The "Fighting Temeraire" Tugged to her
Last Berth to be Broken up – William Turner, 1839
Happily, our England trip was not totally consumed by conceptual upset – we also got to see justly famous artworks of beauty and emotion. At the National Gallery we saw several rooms of great Impressionist works, including Degas' Combing the Hair, as well as a wall of van Goghs and Turner's stunning Fighting Temeraire. Here Megan fell for even older pieces: Hans Holbein's The Ambassadors and Jan van Wyck's Arnolfini Portrait. Up north we particularly enjoyed two Modiglianis, with one in Birmingham and one in Manchester.

Our last stop at Manchester Art Gallery, turned out to be an unexpected highlight. With an impressive, well kept and well laid-out collection, covering an almost 700 year span, it packs an impressive punch for a gallery of its size. Its rooms of Pre-Raphaelite and Victorian art (including John William Waterhouse's Hylas and the Nymphs and Charles Mengin's Sappho) were a particularly treat, which was a genuine surprise given my previous lack of interest in work of that type.

While much of this work was often beautiful and even at times emotional, little of the contemporary work on show was either.
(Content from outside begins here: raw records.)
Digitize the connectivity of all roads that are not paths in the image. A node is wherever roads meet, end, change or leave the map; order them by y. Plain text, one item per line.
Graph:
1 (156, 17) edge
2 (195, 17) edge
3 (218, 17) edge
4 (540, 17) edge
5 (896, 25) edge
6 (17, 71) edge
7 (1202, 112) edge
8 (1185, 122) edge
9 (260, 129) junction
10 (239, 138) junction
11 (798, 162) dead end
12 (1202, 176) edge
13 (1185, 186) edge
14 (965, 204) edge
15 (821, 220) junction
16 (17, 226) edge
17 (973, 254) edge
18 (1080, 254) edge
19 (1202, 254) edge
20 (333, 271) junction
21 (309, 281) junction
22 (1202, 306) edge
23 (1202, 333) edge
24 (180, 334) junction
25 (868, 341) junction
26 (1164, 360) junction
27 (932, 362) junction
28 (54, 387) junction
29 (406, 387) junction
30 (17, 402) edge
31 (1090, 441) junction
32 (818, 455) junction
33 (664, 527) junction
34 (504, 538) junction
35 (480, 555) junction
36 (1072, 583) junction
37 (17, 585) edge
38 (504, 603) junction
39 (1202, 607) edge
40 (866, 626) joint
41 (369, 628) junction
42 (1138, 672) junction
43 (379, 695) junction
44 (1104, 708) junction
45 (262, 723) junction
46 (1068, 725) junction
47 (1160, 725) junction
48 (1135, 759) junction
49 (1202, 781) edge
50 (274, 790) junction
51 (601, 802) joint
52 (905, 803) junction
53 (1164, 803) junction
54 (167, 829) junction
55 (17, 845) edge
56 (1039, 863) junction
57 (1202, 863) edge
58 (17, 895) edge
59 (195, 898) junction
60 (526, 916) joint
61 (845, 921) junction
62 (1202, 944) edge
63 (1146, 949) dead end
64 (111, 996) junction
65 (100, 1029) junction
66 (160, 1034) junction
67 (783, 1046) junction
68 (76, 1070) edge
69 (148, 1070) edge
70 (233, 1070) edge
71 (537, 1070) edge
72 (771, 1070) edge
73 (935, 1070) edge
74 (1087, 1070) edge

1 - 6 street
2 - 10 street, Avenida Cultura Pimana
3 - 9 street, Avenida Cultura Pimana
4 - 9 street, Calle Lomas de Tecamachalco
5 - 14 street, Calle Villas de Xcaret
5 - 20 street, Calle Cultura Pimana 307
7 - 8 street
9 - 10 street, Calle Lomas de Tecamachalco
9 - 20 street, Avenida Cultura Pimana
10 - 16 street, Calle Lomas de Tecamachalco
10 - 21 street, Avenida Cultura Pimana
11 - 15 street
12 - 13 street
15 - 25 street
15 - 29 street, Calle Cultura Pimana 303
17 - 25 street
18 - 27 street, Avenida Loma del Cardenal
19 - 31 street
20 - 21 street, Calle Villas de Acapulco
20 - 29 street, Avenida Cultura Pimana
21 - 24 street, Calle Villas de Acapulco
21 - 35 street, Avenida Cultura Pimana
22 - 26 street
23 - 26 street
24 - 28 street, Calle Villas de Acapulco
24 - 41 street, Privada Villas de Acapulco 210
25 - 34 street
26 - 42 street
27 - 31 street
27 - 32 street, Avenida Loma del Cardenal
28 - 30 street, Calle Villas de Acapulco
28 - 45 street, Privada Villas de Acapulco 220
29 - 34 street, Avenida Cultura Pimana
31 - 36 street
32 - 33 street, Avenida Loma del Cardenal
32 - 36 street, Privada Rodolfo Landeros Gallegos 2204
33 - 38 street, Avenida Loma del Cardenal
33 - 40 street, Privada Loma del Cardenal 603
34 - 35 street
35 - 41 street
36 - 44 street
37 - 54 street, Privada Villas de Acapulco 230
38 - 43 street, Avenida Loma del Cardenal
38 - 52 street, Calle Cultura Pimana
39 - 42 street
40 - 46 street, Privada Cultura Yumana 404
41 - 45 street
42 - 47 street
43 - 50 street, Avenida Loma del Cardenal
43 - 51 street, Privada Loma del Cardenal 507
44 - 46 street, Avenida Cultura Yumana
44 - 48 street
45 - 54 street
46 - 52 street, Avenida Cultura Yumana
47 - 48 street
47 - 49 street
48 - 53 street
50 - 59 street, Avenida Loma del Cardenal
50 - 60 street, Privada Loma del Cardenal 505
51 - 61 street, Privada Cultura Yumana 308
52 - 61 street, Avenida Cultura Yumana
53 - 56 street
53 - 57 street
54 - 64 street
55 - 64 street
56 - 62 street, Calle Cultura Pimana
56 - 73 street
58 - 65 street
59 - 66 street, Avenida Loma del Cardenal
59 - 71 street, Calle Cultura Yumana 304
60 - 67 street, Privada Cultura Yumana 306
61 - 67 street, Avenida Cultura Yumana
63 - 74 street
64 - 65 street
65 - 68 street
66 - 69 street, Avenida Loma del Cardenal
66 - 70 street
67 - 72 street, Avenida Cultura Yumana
I am an artist, who by very definition makes contemporary work, work that is, to me, both emotional and beautiful. Over the past few years I've met plenty other artists who are similarly engaged. I believe that this kind of work, made using the hand, the eye and the heart, would be well received by the viewing public, if only they knew of its existence.

Today I am part of the unfashionable 99% of artists. Being unfashionable does not upset me, neither does being one of the masses. What does upset me is the skewed perception of contemporary art that our public galleries foster. It think it is time for the 99% to get their turn. Who's with me?


  1. Conceptual art is an institutionalized system of promotion and trade. Period. Objects traded within that system are called art simply because nobody wants to call them what they really are. Commodities, things, rhetorical solids. That's some depressing shit.

    So yeah, I feel your pain.

  2. That's a good description of conceptual art. Thanks, I'll have to remember it.